Combining the Ensemble and Franck-Condon Approaches for Spectral Shapes of Molecules in Solution

TL;DR

This paper introduces a combined computational approach that integrates vibronic effects with ensemble sampling to accurately model the absorption spectra of solvated dyes, improving agreement with experimental data.

Contribution

The authors develop a novel method that merges Franck-Condon vibronic calculations with ensemble sampling to better simulate solvated dye spectra.

Findings

Significant improvement for strongly interacting systems

Excellent spectral shape and width agreement for weak interactions

Effective treatment of temperature-dependent broadening

Abstract

The correct treatment of vibronic effects is vital for the modeling of absorption spectra of solvated dyes, as many prominent spectral features can often be ascribed to vibronic transitions. Vibronic spectra can be computed within the Franck-Condon approximation for small dyes in solution using an implicit solvent model. However, implicit solvent models neglect specific solute-solvent interactions and provide only an approximate treatment of solvent polarization effects. Furthermore, temperature-dependent solvent broadening effects are often only accounted for using a broadening parameter chosen to match experimental spectra. On the other hand, ensemble approaches provide a straightforward way of accounting for solute-solvent interactions and temperature-dependent broadening effects by computing vertical excitation energies obtained from an ensemble of solute-solvent conformations.

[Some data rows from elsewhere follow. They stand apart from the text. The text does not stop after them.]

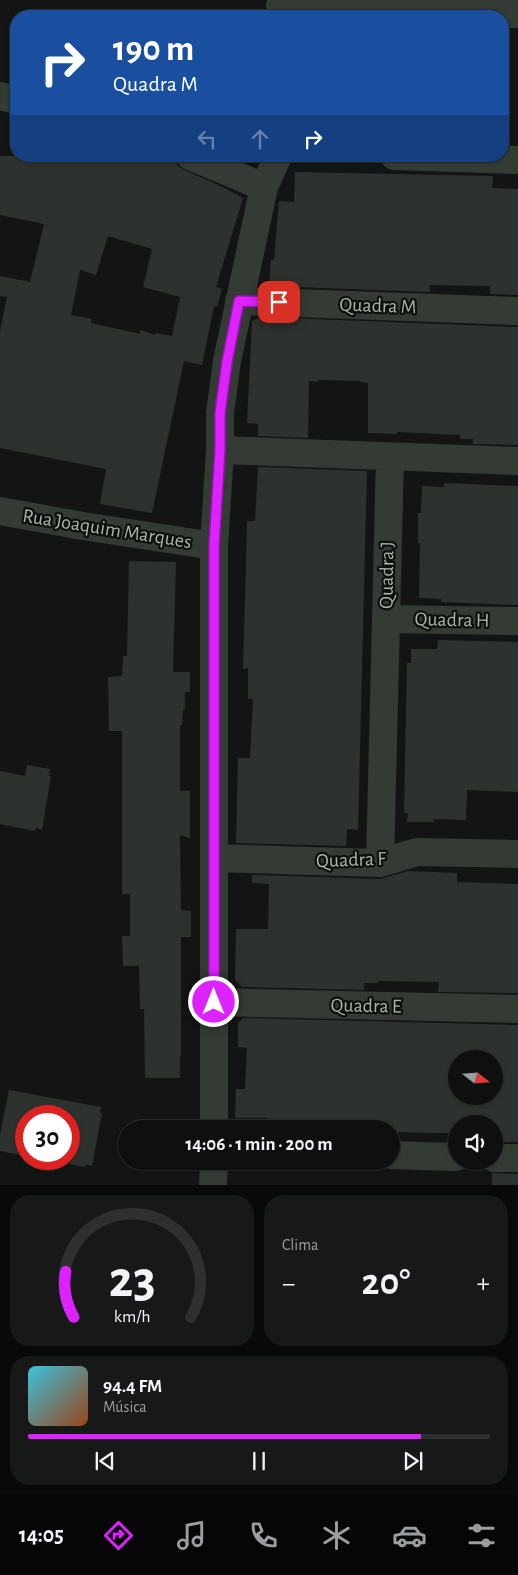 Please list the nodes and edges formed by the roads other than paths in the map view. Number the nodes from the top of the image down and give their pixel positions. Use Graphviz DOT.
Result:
graph roads {
  1 [pos="280,8"];
  2 [pos="359,10"];
  3 [pos="204,162"];
  4 [pos="275,162"];
  5 [pos="264,187"];
  6 [pos="239,301"];
  7 [pos="518,311"];
  8 [pos="220,450"];
  9 [pos="390,457"];
  10 [pos="518,461"];
  11 [pos="0,511"];
  12 [pos="214,546"];
  13 [pos="386,619"];
  14 [pos="518,621"];
  15 [pos="518,854"];
  16 [pos="214,858"];
  17 [pos="380,863"];
  18 [pos="214,1002"];
  19 [pos="518,1009"];
  20 [pos="214,1120"];
  21 [pos="400,1155"];
  22 [pos="448,1157"];
  23 [pos="503,1158"];
  24 [pos="518,1158"];
  25 [pos="214,1170"];
  26 [pos="213,1185"];
  1 -- 2 [label="street"];
  3 -- 5 [label="street"];
  4 -- 5 [label="street"];
  5 -- 6 [label="street"];
  6 -- 7 [label="street, Quadra M"];
  6 -- 8 [label="street"];
  8 -- 9 [label="street"];
  8 -- 12 [label="street"];
  9 -- 10 [label="street"];
  9 -- 13 [label="street, Quadra J"];
  11 -- 12 [label="street, Rua Joaquim Marques"];
  12 -- 16 [label="street"];
  13 -- 14 [label="street, Quadra H"];
  13 -- 17 [label="street, Quadra J"];
  15 -- 17 [label="street, Quadra F"];
  16 -- 17 [label="street, Quadra F"];
  16 -- 18 [label="street"];
  18 -- 19 [label="street, Quadra E"];
  18 -- 20 [label="street"];
  21 -- 22 [label="street"];
  23 -- 24 [label="street"];
  25 -- 26 [label="street"];
}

However, ensemble approaches do not explicitly account for vibronic effects and often produce spectral shapes in poor agreement with experiment. We address these shortcomings by combining the vibronic fine structure of an excitation obtained in the Franck-Condon picture at zero temperature with vertical excitations computed for a room-temperature ensemble of solute-solvent configurations. In this combined approach, all temperature-dependent broadening is therefore treated classically through the sampling of configurations, with vibronic contributions included as a zero-temperature correction to each vertical transition. We test the proposed method on Nile Red and the green fluorescent protein chromophore in polar and non-polar solvents. For systems with strong solute-solvent interaction, the approach yields a significant improvement over the ensemble approach, whereas for systems with weaker interactions, both the shape and the width of the spectra are in excellent agreement with experiment.